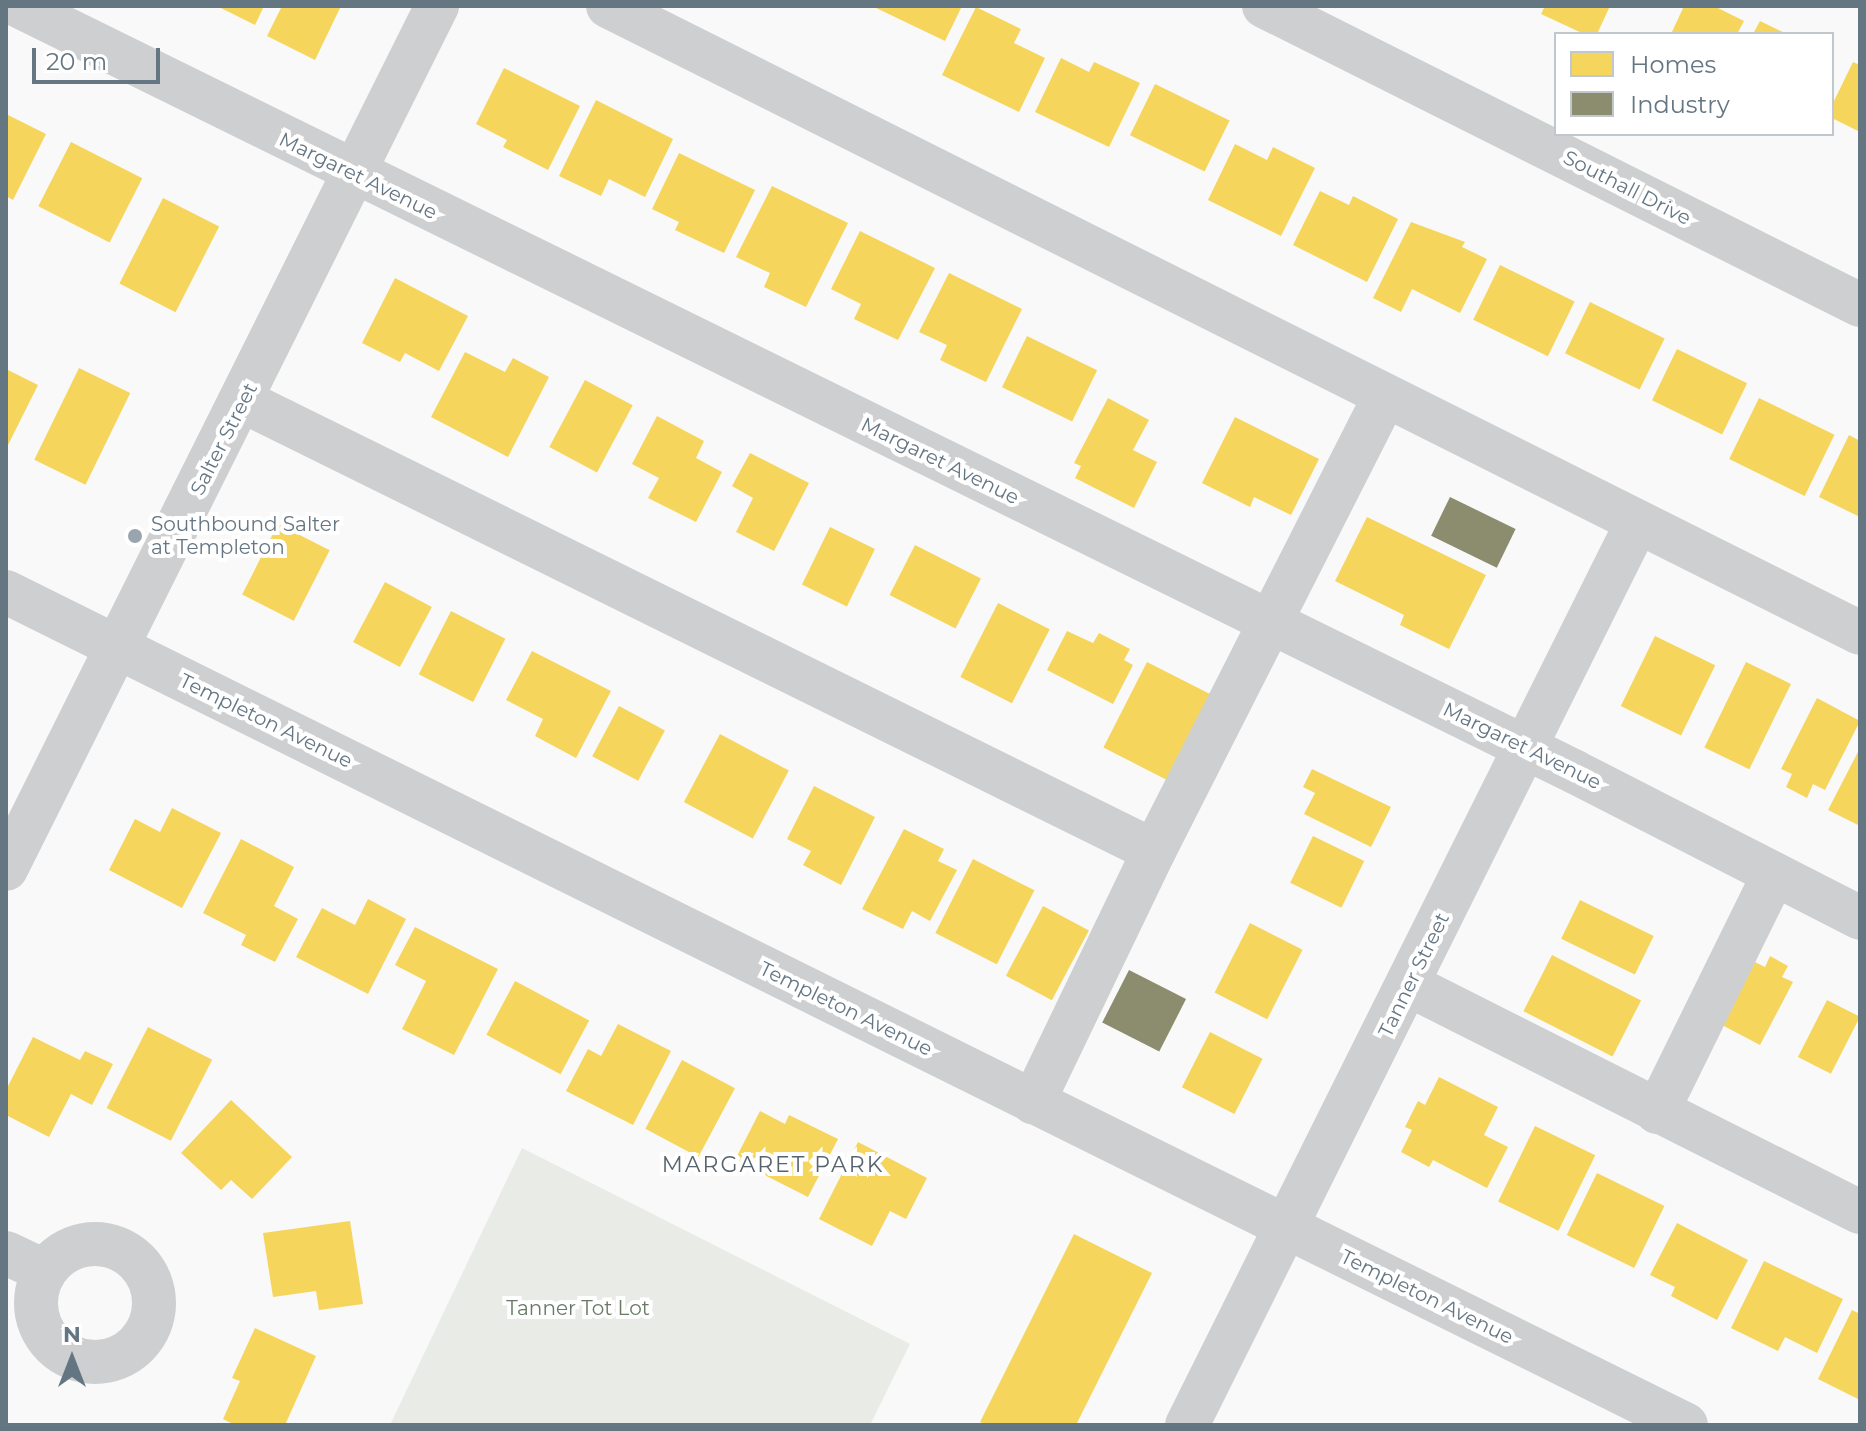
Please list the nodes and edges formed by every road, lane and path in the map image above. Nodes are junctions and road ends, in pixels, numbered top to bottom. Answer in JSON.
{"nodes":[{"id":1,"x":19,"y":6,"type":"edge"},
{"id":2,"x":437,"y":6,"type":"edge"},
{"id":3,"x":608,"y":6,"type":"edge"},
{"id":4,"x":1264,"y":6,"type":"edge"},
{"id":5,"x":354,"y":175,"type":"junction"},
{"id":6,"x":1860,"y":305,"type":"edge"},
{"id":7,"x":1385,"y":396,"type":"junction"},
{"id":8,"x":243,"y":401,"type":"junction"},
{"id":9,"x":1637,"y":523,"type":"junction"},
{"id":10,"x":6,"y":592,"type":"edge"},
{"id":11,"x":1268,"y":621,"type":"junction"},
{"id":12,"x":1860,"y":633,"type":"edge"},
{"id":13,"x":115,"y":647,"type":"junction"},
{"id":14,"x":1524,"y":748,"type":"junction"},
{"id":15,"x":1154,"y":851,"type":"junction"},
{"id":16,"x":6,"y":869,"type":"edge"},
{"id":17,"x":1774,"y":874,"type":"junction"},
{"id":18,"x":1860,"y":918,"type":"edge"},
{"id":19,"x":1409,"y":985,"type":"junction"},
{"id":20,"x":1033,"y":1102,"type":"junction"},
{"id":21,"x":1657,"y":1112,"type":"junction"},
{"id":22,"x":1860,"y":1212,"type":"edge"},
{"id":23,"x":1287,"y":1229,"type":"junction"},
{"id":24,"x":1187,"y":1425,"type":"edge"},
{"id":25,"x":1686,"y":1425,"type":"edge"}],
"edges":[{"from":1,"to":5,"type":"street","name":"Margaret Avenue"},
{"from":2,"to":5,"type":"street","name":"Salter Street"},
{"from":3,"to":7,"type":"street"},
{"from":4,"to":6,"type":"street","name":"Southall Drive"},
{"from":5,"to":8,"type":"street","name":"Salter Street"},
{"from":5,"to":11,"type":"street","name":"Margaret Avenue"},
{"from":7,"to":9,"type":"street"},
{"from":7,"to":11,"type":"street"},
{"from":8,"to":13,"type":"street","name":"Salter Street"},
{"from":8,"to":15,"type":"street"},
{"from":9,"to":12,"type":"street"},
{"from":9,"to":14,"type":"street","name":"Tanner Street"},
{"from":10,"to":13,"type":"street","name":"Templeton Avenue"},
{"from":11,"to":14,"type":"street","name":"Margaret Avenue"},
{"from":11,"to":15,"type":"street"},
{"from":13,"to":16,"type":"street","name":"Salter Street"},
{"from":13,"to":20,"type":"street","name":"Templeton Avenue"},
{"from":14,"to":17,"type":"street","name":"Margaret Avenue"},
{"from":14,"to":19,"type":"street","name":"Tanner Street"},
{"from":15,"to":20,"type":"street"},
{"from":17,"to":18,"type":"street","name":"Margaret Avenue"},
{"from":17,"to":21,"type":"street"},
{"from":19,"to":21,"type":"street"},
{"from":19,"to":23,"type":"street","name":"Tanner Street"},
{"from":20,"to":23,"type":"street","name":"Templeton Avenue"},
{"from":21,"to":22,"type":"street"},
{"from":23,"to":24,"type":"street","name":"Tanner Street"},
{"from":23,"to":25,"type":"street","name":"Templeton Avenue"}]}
--
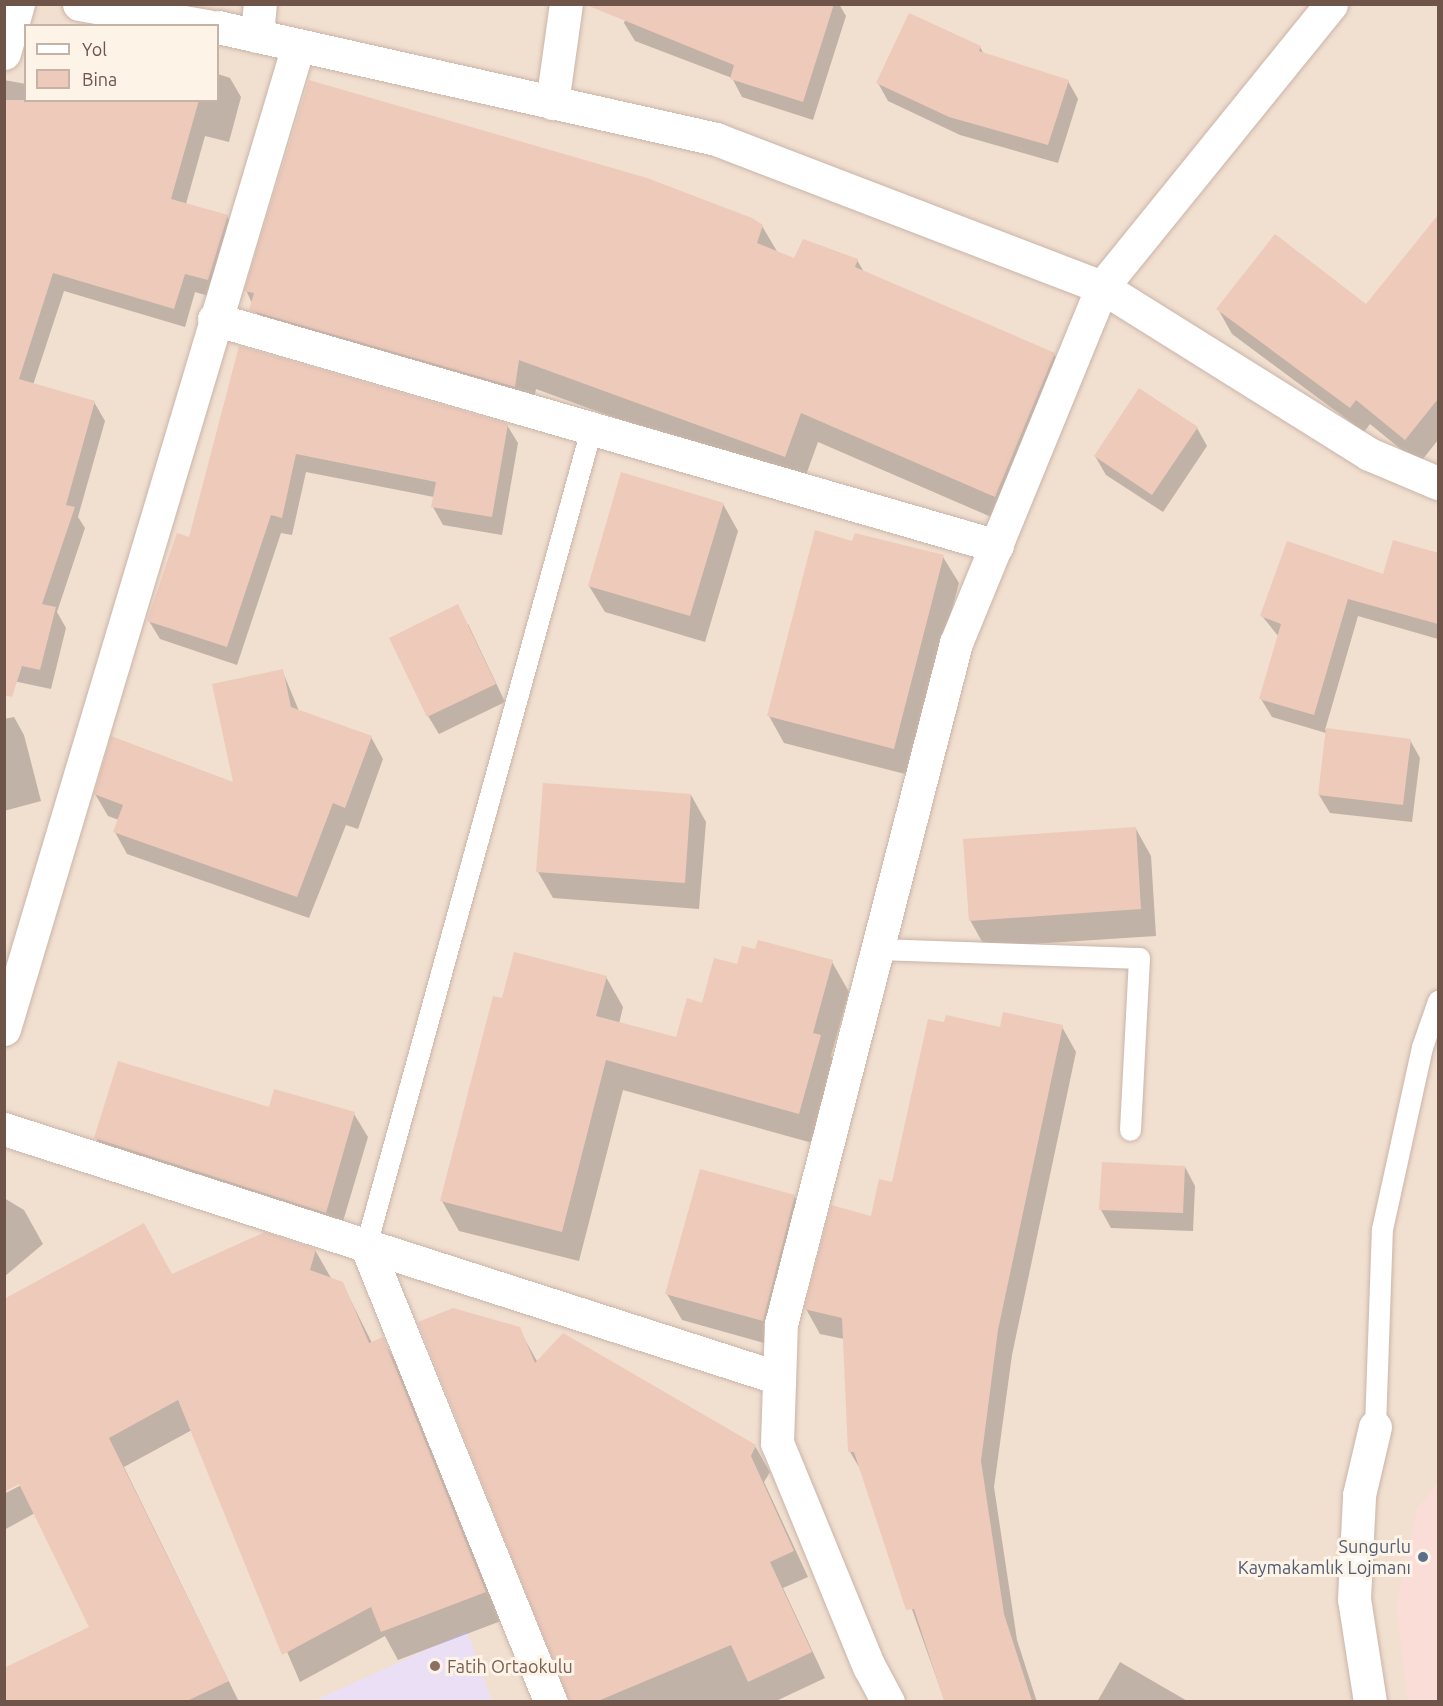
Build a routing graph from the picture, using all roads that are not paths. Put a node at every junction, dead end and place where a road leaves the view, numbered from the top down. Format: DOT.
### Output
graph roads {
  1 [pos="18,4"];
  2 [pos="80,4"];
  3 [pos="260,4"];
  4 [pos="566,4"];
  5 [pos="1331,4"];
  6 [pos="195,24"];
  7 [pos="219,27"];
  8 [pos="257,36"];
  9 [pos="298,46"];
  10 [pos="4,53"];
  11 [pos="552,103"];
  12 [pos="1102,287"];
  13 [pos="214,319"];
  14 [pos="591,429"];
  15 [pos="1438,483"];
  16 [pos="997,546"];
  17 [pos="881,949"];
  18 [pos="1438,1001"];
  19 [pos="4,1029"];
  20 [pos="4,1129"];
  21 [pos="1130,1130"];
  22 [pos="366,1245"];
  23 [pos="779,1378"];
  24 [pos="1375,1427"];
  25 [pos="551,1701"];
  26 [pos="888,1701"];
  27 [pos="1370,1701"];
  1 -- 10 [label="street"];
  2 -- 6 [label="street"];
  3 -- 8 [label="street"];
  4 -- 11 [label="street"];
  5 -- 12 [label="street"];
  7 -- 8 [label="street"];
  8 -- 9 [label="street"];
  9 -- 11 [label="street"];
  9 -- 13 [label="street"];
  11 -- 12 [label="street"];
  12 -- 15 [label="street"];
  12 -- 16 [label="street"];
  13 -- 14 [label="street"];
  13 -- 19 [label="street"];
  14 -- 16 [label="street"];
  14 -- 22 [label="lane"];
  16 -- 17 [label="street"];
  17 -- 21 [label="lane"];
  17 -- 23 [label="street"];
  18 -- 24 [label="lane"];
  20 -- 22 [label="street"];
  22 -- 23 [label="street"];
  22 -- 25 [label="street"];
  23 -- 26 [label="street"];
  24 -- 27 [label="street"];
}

■ Instructions to follow
Copy out each line of the records where the string "numbered" appears.

■ Result for this task
Please list the nodes and edges formed by every road, lane and path in the map image above. Nodes are junctions and road ends, in pixels, numbered top to bottom. Answer in JSON.
Build a routing graph from the picture, using all roads that are not paths. Put a node at every junction, dead end and place where a road leaves the view, numbered from the top down. Format: DOT.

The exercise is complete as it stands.